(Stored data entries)
>>>

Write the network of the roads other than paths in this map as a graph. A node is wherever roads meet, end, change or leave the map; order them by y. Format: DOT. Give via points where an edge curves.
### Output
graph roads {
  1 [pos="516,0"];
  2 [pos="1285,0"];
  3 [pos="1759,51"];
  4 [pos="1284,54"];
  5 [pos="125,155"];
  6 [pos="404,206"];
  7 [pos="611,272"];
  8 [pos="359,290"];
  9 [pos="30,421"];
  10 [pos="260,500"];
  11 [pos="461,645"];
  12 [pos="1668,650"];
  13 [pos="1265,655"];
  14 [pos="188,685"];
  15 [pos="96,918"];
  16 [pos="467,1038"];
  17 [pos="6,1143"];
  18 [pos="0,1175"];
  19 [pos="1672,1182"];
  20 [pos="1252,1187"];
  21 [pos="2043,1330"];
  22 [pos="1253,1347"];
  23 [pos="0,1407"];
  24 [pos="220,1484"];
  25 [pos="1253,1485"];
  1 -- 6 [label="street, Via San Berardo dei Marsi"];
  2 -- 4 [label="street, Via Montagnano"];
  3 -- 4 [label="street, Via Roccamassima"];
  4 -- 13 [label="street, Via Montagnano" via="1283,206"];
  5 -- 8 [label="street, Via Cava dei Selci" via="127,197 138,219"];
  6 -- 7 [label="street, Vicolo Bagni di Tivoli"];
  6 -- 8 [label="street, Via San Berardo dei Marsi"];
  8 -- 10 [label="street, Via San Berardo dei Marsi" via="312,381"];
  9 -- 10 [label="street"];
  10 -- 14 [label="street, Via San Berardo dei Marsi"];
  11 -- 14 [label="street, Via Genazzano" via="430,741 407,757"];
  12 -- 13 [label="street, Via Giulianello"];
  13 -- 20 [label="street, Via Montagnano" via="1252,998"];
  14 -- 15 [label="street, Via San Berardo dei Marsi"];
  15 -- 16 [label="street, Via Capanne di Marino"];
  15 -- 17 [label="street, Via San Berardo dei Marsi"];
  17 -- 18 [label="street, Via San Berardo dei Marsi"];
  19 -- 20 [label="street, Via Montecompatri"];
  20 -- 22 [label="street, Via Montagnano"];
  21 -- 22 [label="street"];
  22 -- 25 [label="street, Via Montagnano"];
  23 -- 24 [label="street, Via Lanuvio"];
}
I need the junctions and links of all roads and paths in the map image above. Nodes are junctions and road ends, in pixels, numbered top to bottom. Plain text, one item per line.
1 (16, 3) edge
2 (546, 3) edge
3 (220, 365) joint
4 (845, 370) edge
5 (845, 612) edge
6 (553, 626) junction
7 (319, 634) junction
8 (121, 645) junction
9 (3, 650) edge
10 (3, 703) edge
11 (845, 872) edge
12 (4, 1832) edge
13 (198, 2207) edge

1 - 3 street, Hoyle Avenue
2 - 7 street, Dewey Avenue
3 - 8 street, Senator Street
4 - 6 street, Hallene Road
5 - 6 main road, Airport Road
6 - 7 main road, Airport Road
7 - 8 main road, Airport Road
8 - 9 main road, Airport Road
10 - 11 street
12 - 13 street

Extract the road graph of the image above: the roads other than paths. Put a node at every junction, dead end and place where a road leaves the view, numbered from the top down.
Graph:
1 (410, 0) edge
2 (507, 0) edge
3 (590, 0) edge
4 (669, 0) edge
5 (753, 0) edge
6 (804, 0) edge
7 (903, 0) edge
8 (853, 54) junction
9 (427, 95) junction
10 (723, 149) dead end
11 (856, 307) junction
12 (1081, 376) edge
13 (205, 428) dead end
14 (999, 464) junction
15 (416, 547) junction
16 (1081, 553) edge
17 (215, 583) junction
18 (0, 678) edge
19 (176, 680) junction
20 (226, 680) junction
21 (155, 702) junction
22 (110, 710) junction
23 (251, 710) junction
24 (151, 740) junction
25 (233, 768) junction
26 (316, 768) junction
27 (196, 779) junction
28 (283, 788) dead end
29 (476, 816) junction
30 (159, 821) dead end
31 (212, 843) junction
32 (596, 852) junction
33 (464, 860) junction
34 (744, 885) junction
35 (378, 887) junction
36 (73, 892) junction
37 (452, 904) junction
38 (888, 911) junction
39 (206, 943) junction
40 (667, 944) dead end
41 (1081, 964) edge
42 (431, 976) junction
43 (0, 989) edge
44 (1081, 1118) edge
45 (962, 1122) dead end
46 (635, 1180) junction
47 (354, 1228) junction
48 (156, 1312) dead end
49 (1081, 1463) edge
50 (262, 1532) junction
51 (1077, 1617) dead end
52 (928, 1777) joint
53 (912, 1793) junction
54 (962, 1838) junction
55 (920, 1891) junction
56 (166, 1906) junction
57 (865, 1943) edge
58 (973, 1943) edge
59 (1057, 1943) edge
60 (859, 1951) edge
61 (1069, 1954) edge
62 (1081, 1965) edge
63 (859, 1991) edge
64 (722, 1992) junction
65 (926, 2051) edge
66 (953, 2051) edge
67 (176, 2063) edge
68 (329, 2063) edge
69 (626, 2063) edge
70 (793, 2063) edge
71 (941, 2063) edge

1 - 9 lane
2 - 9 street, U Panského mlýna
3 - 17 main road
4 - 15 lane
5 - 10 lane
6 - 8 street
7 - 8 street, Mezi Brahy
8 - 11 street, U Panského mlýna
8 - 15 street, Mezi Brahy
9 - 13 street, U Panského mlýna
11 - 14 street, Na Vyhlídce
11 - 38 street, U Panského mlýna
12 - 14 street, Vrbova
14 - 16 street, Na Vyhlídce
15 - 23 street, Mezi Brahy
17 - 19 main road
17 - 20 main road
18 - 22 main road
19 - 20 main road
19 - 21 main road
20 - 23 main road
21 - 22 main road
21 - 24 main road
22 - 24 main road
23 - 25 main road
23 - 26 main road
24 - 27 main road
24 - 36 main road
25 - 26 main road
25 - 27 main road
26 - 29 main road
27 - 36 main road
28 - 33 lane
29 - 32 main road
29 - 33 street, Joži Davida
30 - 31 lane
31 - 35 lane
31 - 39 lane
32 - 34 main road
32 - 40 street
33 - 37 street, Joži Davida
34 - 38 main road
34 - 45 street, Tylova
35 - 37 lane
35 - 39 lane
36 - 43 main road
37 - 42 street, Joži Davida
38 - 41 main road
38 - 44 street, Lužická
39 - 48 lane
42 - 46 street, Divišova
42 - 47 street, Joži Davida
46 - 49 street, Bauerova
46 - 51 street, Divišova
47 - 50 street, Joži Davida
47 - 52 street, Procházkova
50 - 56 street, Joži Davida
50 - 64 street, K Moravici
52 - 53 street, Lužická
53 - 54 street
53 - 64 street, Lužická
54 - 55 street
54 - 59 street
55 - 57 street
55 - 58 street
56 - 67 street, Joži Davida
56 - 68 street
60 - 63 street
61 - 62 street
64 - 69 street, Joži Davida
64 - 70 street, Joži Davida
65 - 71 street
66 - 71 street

<<<

◆ Exercise goal
Repeat the data in its entirety, character for character.

◆ Output for this exercise
Write the network of the roads other than paths in this map as a graph. A node is wherever roads meet, end, change or leave the map; order them by y. Format: DOT. Give via points where an edge curves.
### Output
graph roads {
  1 [pos="516,0"];
  2 [pos="1285,0"];
  3 [pos="1759,51"];
  4 [pos="1284,54"];
  5 [pos="125,155"];
  6 [pos="404,206"];
  7 [pos="611,272"];
  8 [pos="359,290"];
  9 [pos="30,421"];
  10 [pos="260,500"];
  11 [pos="461,645"];
  12 [pos="1668,650"];
  13 [pos="1265,655"];
  14 [pos="188,685"];
  15 [pos="96,918"];
  16 [pos="467,1038"];
  17 [pos="6,1143"];
  18 [pos="0,1175"];
  19 [pos="1672,1182"];
  20 [pos="1252,1187"];
  21 [pos="2043,1330"];
  22 [pos="1253,1347"];
  23 [pos="0,1407"];
  24 [pos="220,1484"];
  25 [pos="1253,1485"];
  1 -- 6 [label="street, Via San Berardo dei Marsi"];
  2 -- 4 [label="street, Via Montagnano"];
  3 -- 4 [label="street, Via Roccamassima"];
  4 -- 13 [label="street, Via Montagnano" via="1283,206"];
  5 -- 8 [label="street, Via Cava dei Selci" via="127,197 138,219"];
  6 -- 7 [label="street, Vicolo Bagni di Tivoli"];
  6 -- 8 [label="street, Via San Berardo dei Marsi"];
  8 -- 10 [label="street, Via San Berardo dei Marsi" via="312,381"];
  9 -- 10 [label="street"];
  10 -- 14 [label="street, Via San Berardo dei Marsi"];
  11 -- 14 [label="street, Via Genazzano" via="430,741 407,757"];
  12 -- 13 [label="street, Via Giulianello"];
  13 -- 20 [label="street, Via Montagnano" via="1252,998"];
  14 -- 15 [label="street, Via San Berardo dei Marsi"];
  15 -- 16 [label="street, Via Capanne di Marino"];
  15 -- 17 [label="street, Via San Berardo dei Marsi"];
  17 -- 18 [label="street, Via San Berardo dei Marsi"];
  19 -- 20 [label="street, Via Montecompatri"];
  20 -- 22 [label="street, Via Montagnano"];
  21 -- 22 [label="street"];
  22 -- 25 [label="street, Via Montagnano"];
  23 -- 24 [label="street, Via Lanuvio"];
}
I need the junctions and links of all roads and paths in the map image above. Nodes are junctions and road ends, in pixels, numbered top to bottom. Plain text, one item per line.
1 (16, 3) edge
2 (546, 3) edge
3 (220, 365) joint
4 (845, 370) edge
5 (845, 612) edge
6 (553, 626) junction
7 (319, 634) junction
8 (121, 645) junction
9 (3, 650) edge
10 (3, 703) edge
11 (845, 872) edge
12 (4, 1832) edge
13 (198, 2207) edge

1 - 3 street, Hoyle Avenue
2 - 7 street, Dewey Avenue
3 - 8 street, Senator Street
4 - 6 street, Hallene Road
5 - 6 main road, Airport Road
6 - 7 main road, Airport Road
7 - 8 main road, Airport Road
8 - 9 main road, Airport Road
10 - 11 street
12 - 13 street

Extract the road graph of the image above: the roads other than paths. Put a node at every junction, dead end and place where a road leaves the view, numbered from the top down.
Graph:
1 (410, 0) edge
2 (507, 0) edge
3 (590, 0) edge
4 (669, 0) edge
5 (753, 0) edge
6 (804, 0) edge
7 (903, 0) edge
8 (853, 54) junction
9 (427, 95) junction
10 (723, 149) dead end
11 (856, 307) junction
12 (1081, 376) edge
13 (205, 428) dead end
14 (999, 464) junction
15 (416, 547) junction
16 (1081, 553) edge
17 (215, 583) junction
18 (0, 678) edge
19 (176, 680) junction
20 (226, 680) junction
21 (155, 702) junction
22 (110, 710) junction
23 (251, 710) junction
24 (151, 740) junction
25 (233, 768) junction
26 (316, 768) junction
27 (196, 779) junction
28 (283, 788) dead end
29 (476, 816) junction
30 (159, 821) dead end
31 (212, 843) junction
32 (596, 852) junction
33 (464, 860) junction
34 (744, 885) junction
35 (378, 887) junction
36 (73, 892) junction
37 (452, 904) junction
38 (888, 911) junction
39 (206, 943) junction
40 (667, 944) dead end
41 (1081, 964) edge
42 (431, 976) junction
43 (0, 989) edge
44 (1081, 1118) edge
45 (962, 1122) dead end
46 (635, 1180) junction
47 (354, 1228) junction
48 (156, 1312) dead end
49 (1081, 1463) edge
50 (262, 1532) junction
51 (1077, 1617) dead end
52 (928, 1777) joint
53 (912, 1793) junction
54 (962, 1838) junction
55 (920, 1891) junction
56 (166, 1906) junction
57 (865, 1943) edge
58 (973, 1943) edge
59 (1057, 1943) edge
60 (859, 1951) edge
61 (1069, 1954) edge
62 (1081, 1965) edge
63 (859, 1991) edge
64 (722, 1992) junction
65 (926, 2051) edge
66 (953, 2051) edge
67 (176, 2063) edge
68 (329, 2063) edge
69 (626, 2063) edge
70 (793, 2063) edge
71 (941, 2063) edge

1 - 9 lane
2 - 9 street, U Panského mlýna
3 - 17 main road
4 - 15 lane
5 - 10 lane
6 - 8 street
7 - 8 street, Mezi Brahy
8 - 11 street, U Panského mlýna
8 - 15 street, Mezi Brahy
9 - 13 street, U Panského mlýna
11 - 14 street, Na Vyhlídce
11 - 38 street, U Panského mlýna
12 - 14 street, Vrbova
14 - 16 street, Na Vyhlídce
15 - 23 street, Mezi Brahy
17 - 19 main road
17 - 20 main road
18 - 22 main road
19 - 20 main road
19 - 21 main road
20 - 23 main road
21 - 22 main road
21 - 24 main road
22 - 24 main road
23 - 25 main road
23 - 26 main road
24 - 27 main road
24 - 36 main road
25 - 26 main road
25 - 27 main road
26 - 29 main road
27 - 36 main road
28 - 33 lane
29 - 32 main road
29 - 33 street, Joži Davida
30 - 31 lane
31 - 35 lane
31 - 39 lane
32 - 34 main road
32 - 40 street
33 - 37 street, Joži Davida
34 - 38 main road
34 - 45 street, Tylova
35 - 37 lane
35 - 39 lane
36 - 43 main road
37 - 42 street, Joži Davida
38 - 41 main road
38 - 44 street, Lužická
39 - 48 lane
42 - 46 street, Divišova
42 - 47 street, Joži Davida
46 - 49 street, Bauerova
46 - 51 street, Divišova
47 - 50 street, Joži Davida
47 - 52 street, Procházkova
50 - 56 street, Joži Davida
50 - 64 street, K Moravici
52 - 53 street, Lužická
53 - 54 street
53 - 64 street, Lužická
54 - 55 street
54 - 59 street
55 - 57 street
55 - 58 street
56 - 67 street, Joži Davida
56 - 68 street
60 - 63 street
61 - 62 street
64 - 69 street, Joži Davida
64 - 70 street, Joži Davida
65 - 71 street
66 - 71 street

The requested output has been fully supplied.